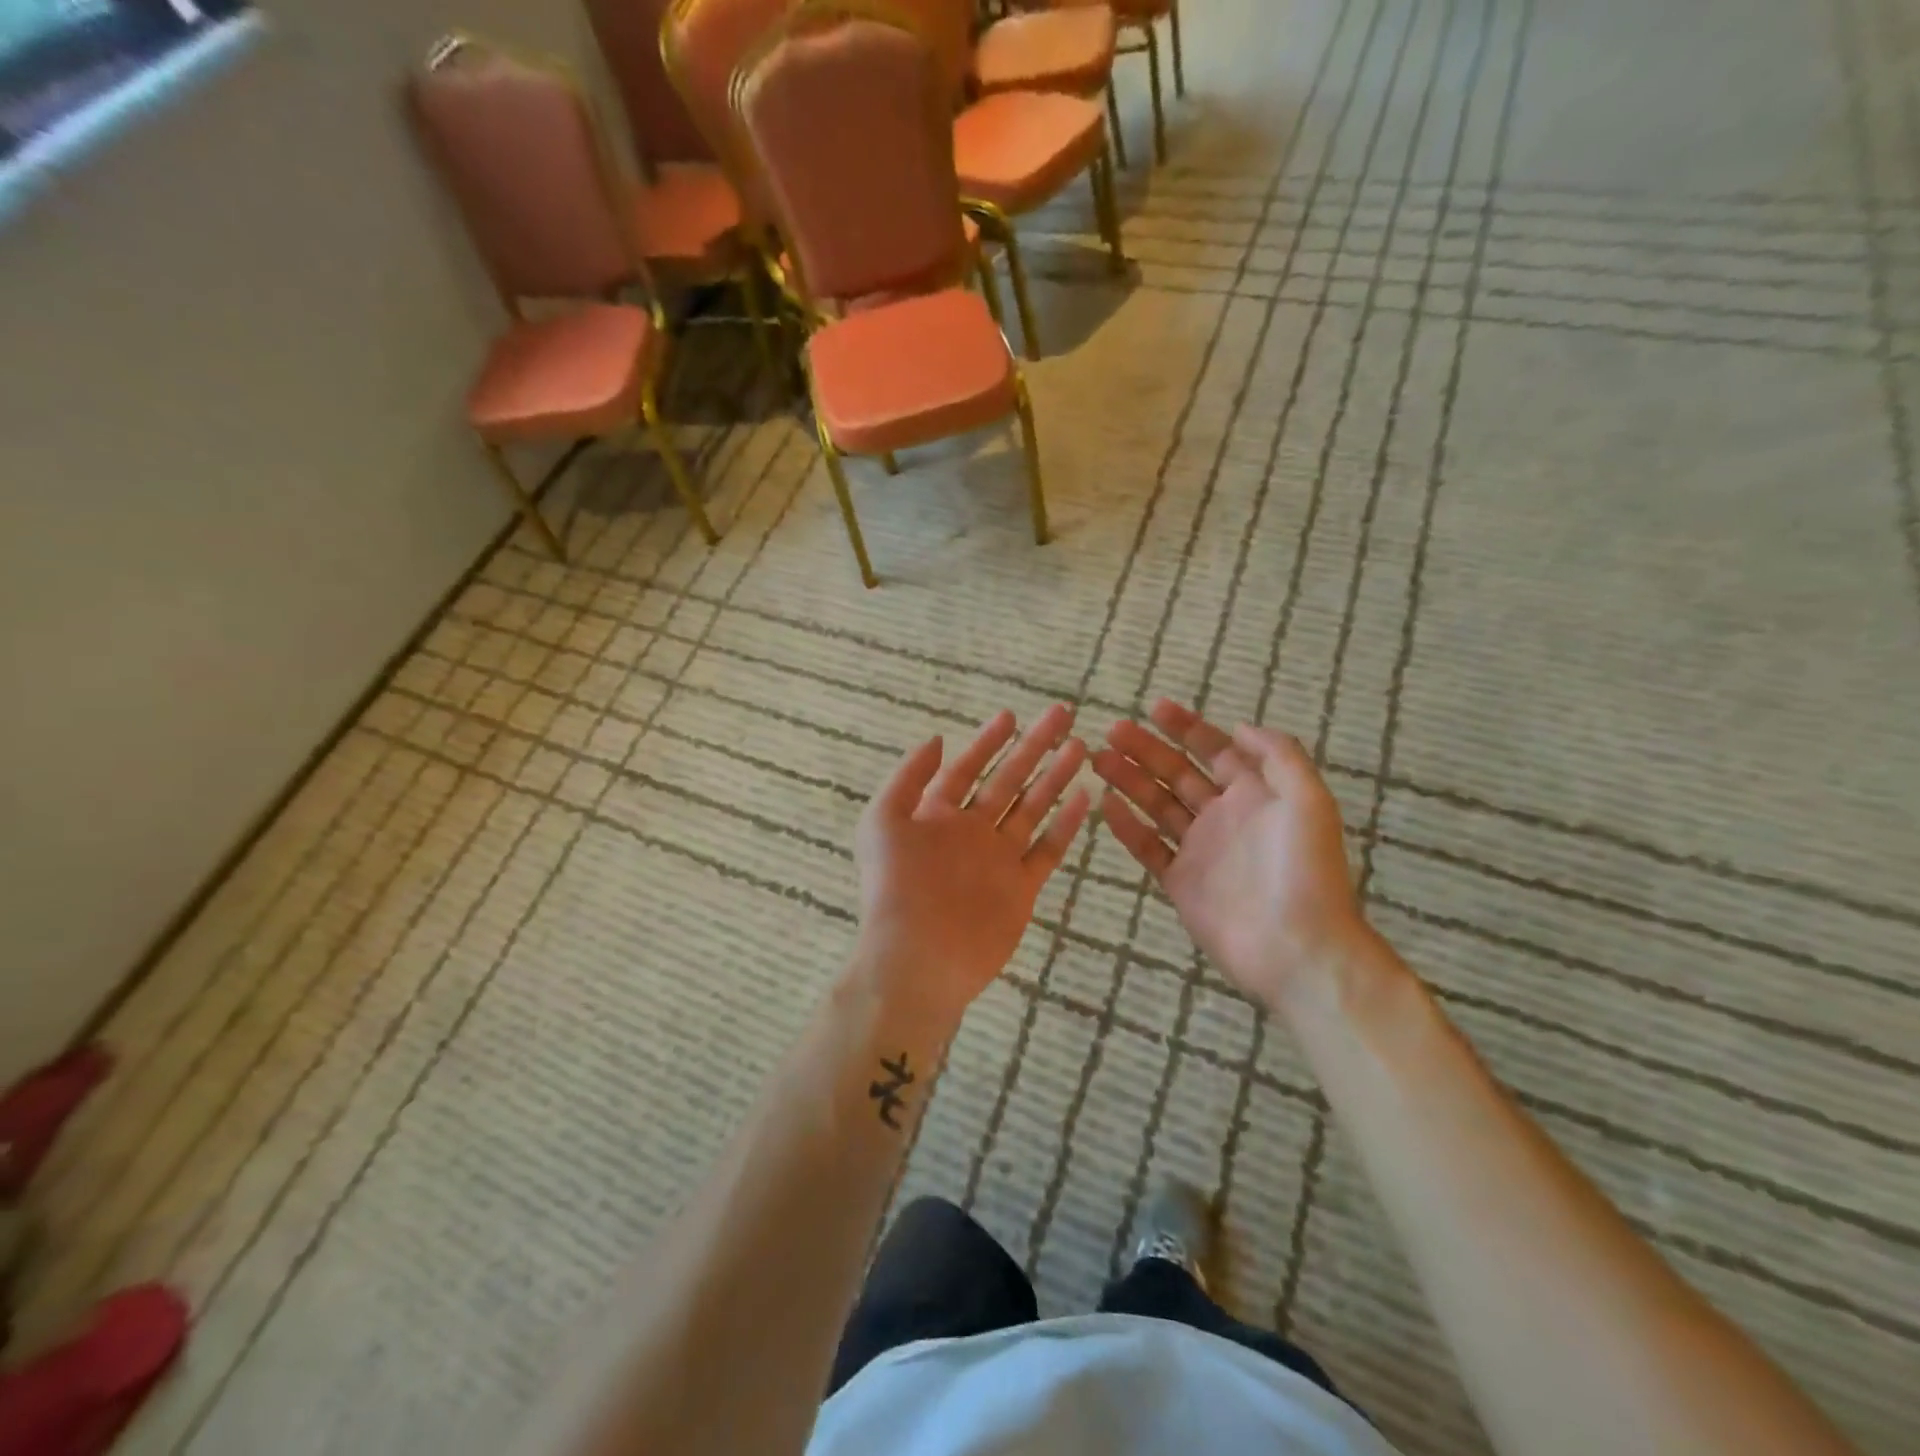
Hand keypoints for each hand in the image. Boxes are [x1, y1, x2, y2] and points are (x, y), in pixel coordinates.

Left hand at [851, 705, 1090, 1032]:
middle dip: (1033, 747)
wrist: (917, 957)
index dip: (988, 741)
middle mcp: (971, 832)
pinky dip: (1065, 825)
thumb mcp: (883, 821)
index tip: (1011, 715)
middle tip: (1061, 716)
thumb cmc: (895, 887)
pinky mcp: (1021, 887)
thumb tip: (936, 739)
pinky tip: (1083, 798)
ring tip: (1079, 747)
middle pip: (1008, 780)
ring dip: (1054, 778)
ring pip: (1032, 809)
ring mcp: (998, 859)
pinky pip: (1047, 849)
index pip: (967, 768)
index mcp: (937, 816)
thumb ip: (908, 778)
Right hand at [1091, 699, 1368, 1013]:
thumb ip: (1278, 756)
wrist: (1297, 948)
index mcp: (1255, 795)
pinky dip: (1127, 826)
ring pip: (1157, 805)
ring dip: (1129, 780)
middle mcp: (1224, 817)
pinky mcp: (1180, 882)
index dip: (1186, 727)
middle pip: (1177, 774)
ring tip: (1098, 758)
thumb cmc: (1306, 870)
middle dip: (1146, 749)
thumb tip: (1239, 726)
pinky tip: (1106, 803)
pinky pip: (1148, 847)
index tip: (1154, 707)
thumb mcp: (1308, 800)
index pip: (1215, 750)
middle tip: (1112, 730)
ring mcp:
--------------------------------
> _EXERCISE INSTRUCTIONS_
Copy the data word for word and omit every picture.

> _ANSWER SECTION_
Hand keypoints for each hand in the image. Boxes are [x1, y1, x2, y2] and points are (x, y), in pixel coordinates.

Left hand at [851, 705, 1090, 1032]:
middle dip: (1033, 747)
wrist: (917, 957)
index dip: (988, 741)
middle mcp: (971, 832)
pinky dip: (1065, 825)
thumb mcp: (883, 821)
index tip: (1011, 715)
middle tip: (1061, 716)
thumb cmc: (895, 887)
pinky mcp: (1021, 887)
thumb tip: (936, 739)
pinky tip: (1083, 798)
ring tip: (1079, 747)
middle pip: (1008, 780)
ring dip: (1054, 778)
ring pip: (1032, 809)
ring mcp: (998, 859)
pinky pip: (1047, 849)
index pip: (967, 768)
index mcp: (937, 816)
thumb ip: (908, 778)
Right hand at [1091, 699, 1368, 1013]:
thumb ip: (1278, 756)
wrist: (1297, 948)
index mcp: (1255, 795)
pinky dip: (1127, 826)
ring pip: (1157, 805)
ring dip: (1129, 780)
middle mcp: (1224, 817)
pinky mcp: (1180, 882)
index dip: (1186, 727)
middle pip: (1177, 774)
ring tip: (1098, 758)
thumb cmc: (1306, 870)
middle dip: (1146, 749)
thumb tip: (1239, 726)
pinky tip: (1106, 803)
pinky pip: (1148, 847)
index tip: (1154, 707)
thumb mcp: (1308, 800)
index pip: (1215, 750)
middle tip: (1112, 730)
ring mcp:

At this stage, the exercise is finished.